7. **TwinCAT** — `AdsClient.Connect` + `ReadStateAsync` ⇒ `Ok` with the ADS state (Run/Config/Stop). An ADS
**route-table** rejection is a *true* RED (the driver also cannot function without an authorized route — the
message says so: *"check the target's ADS route table authorizes this host"*). **Degrade guard:** if
`AdsClient` cannot construct/connect headless (managed AMS router unavailable), catch and fall back to the
TCP-preflight result with a *"ADS handshake unavailable on this host — TCP reachability only"* note — never
worse than today. No TwinCAT target on the rig.
8. **FOCAS** — attempt `cnc_allclibhndl3` via the existing wire P/Invoke. **Degrade guard:** the FWLIB native
lib is absent on the dev box / Linux containers (`UnimplementedFocasClientFactory` gates the driver), so the
call throws `DllNotFoundException` / `NotSupportedException` ⇒ catch and fall back to the TCP-preflight result
with a *"FOCAS handshake unavailable on this host (FWLIB absent) — TCP reachability only"* note. A real
handshake runs only on a Windows host with FWLIB + a reachable CNC. No CNC on the rig.
**Degradation principle:** the three Tier-B handshakes must NEVER produce a result worse than today's TCP-only
probe. A genuine protocol rejection from a reachable device is a correct RED; an *environmental inability to run
the handshake at all* (no FWLIB, no managed router) degrades to the existing TCP-reachability message.
## Testing & verification
- **Unit (per probe, TDD red→green, xUnit + Shouldly):** in-process `TcpListener` drives — (a) invalid/empty
config, (b) unreachable → `Connect failed`, (c) **TCP-accepts-then-closes / garbage → handshake-fail** (the
key new path — cleanly assertable for Modbus via a canned-MBAP server; loopback-accept for the rest), plus
Modbus's canned-MBAP **happy** path and FOCAS's **degrade** path (DllNotFound on the dev box is the actual CI
behavior, so it is directly testable). Galaxy's `Unauthenticated⇒Ok` is testable against a tiny in-process
gRPC server or via the live gateway.
- **Live `/run` (agent-driven, extends `DriverTestConnectE2eTests`, skip-gated):** Modbus, OpcUaClient, S7,
AbCip against the rig sims; Galaxy against `10.100.0.48:5120`. Each: green vs the live sim, RED vs wrong port
/ non-protocol server, timeout vs a black-hole IP. AbLegacy / TwinCAT / FOCAS live-verify is **honestly
deferred** (no PLC5/SLC sim, no ADS target, no CNC+FWLIB) — unit-proven + degrade-guarded.

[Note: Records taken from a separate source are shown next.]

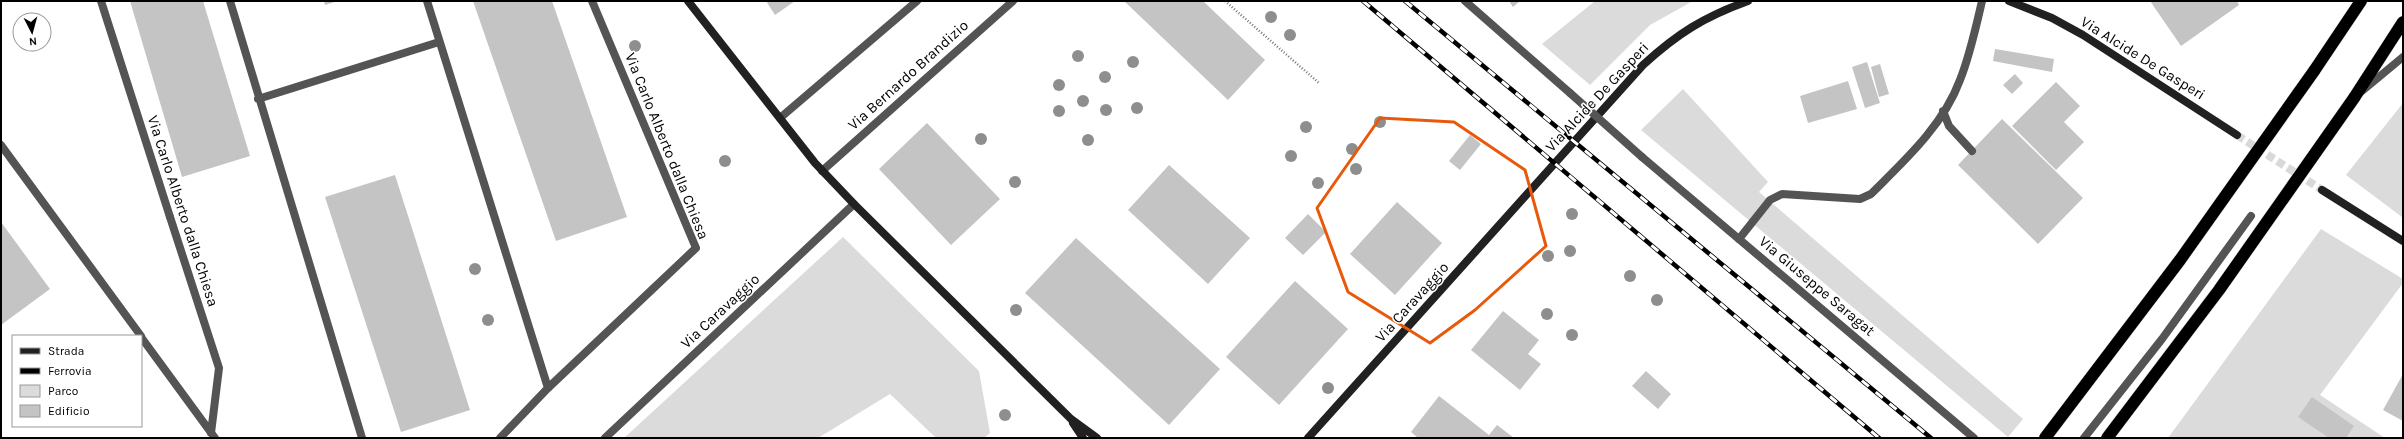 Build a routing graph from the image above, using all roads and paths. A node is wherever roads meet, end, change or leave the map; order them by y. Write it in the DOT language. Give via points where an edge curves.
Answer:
graph roads {
  1 [pos="101,1"];
  2 [pos="230,1"];
  3 [pos="427,1"];
  4 [pos="592,1"];
  5 [pos="688,1"];
  6 [pos="917,1"];
  7 [pos="1013,1"];
  8 [pos="1225,1"];
  9 [pos="1465,1"];
  10 [pos="1748,1"];
  11 [pos="1982,1"];
  12 [pos="2009,1"];
  13 [pos="2361,1"];
  14 [pos="2403,22"];
  15 [pos="440,42"];
  16 [pos="2403,56"];
  17 [pos="1319,83"];
  18 [pos="2354,98"];
  19 [pos="258,99"];
  20 [pos="1943,112"];
  21 [pos="780,118"];
  22 [pos="2237,134"];
  23 [pos="1,145"];
  24 [pos="1972,151"];
  25 [pos="822,171"];
  26 [pos="1536,185"];
  27 [pos="2322,190"];
  28 [pos="854,204"];
  29 [pos="2251,216"];
  30 [pos="1739,239"];
  31 [pos="2403,241"];
  32 [pos="140,335"];
  33 [pos="142,337"];
  34 [pos="548,388"];
  35 [pos="1070,419"];
  36 [pos="213,435"];
  37 [pos="362,438"];
  38 [pos="500,438"];
  39 [pos="605,438"];
  40 [pos="1083,438"];
  41 [pos="1097,438"];
  42 [pos="1308,438"];
  43 [pos="1974,438"];
  44 [pos="2045,438"];
  45 [pos="2084,438"];
  46 [pos="2107,438"];
  1 -- 36 [label="street, Via Carlo Alberto dalla Chiesa" via="219,368"];
  2 -- 19 [label="street"];
  3 -- 15 [label="street"];
  4 -- 34 [label="street, Via Carlo Alberto dalla Chiesa" via="696,248"];
  5 -- 21 [label="street"];
  6 -- 21 [label="street"];
  7 -- 25 [label="street, Via Bernardo Brandizio"];
  8 -- 17 [label="path"];
  9 -- 30 [label="street, Via Giuseppe Saragat, bridge"];
  10 -- 26 [label="street, Via Alcide De Gasperi" via="1705,18 1662,47"];
  11 -- 20 [label="street" via="1960,81"];
  12 -- 22 [label="street, Via Alcide De Gasperi" via="2052,18 2083,35"];
  13 -- 44 [label="highway, bridge" via="2180,260"];
  14 -- 18 [label="highway"];
  15 -- 19 [label="street"];
  15 -- 34 [label="street"];
  16 -- 18 [label="street"];
  18 -- 46 [label="highway, bridge" via="2219,290"];
  19 -- 37 [label="street"];
  20 -- 24 [label="street" via="1949,126"];
  20 -- 30 [label="street" via="1922,143 1870,194 1860,199 1782,194 1770,200"];
  21 -- 25 [label="street"];
  23 -- 32 [label="street, Via Carlo Alberto dalla Chiesa"];
  25 -- 28 [label="street"];
  26 -- 42 [label="street, Via Caravaggio"];
  27 -- 31 [label="street"];
  28 -- 35 [label="street"];
  28 -- 39 [label="street, Via Caravaggio"];
  29 -- 45 [label="street" via="2162,339"];
  30 -- 43 [label="street, Via Giuseppe Saragat"];
  33 -- 36 [label="street, Via Carlo Alberto dalla Chiesa"];
  34 -- 38 [label="street, Via Carlo Alberto dalla Chiesa"];
  35 -- 40 [label="street"];
  35 -- 41 [label="street"];
}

- `dotnet build` clean (production projects are `TreatWarningsAsErrors`) + full `dotnet test` green before merge.
- Final integration review (the three degrade guards + the consistent message contract + no-regression-vs-TCP).
- **No bUnit** — no Razor change (the `DriverTestConnectButton` already renders whatever the probe returns).
## Out of scope / not touched
- Historian.Wonderware probe (already a real Hello/HelloAck handshake).
- `IDriverProbe` / `DriverProbeResult` contract, DI registration, the AdminUI button/Razor, the persisted
`DriverInstance` row (probes run against transient form config only).
- Plan `2026-05-28-adminui-driver-pages` Phase 9 typed **address pickers** and Phase 10 driver-page E2E — those
are Phase 6 (AdminUI), not this phase.
## Hard constraints (carried from the parent roadmap)
- **NO Configuration entity / EF migration.** No contract change (`IDriverProbe`/`DriverProbeResult` frozen).
- Stage by path — never `git add .`. Never stage `sql_login.txt`, `src/Server/.../Host/pki/`, `pending.md`,
`current.md`, `docker-dev/docker-compose.yml`, `stillpending.md`. **Never echo or commit the gateway API key**
(the Galaxy live-verify sources it without echoing, per the established recipe). No force-push, no `--no-verify`.
- Finish = merge to master + push.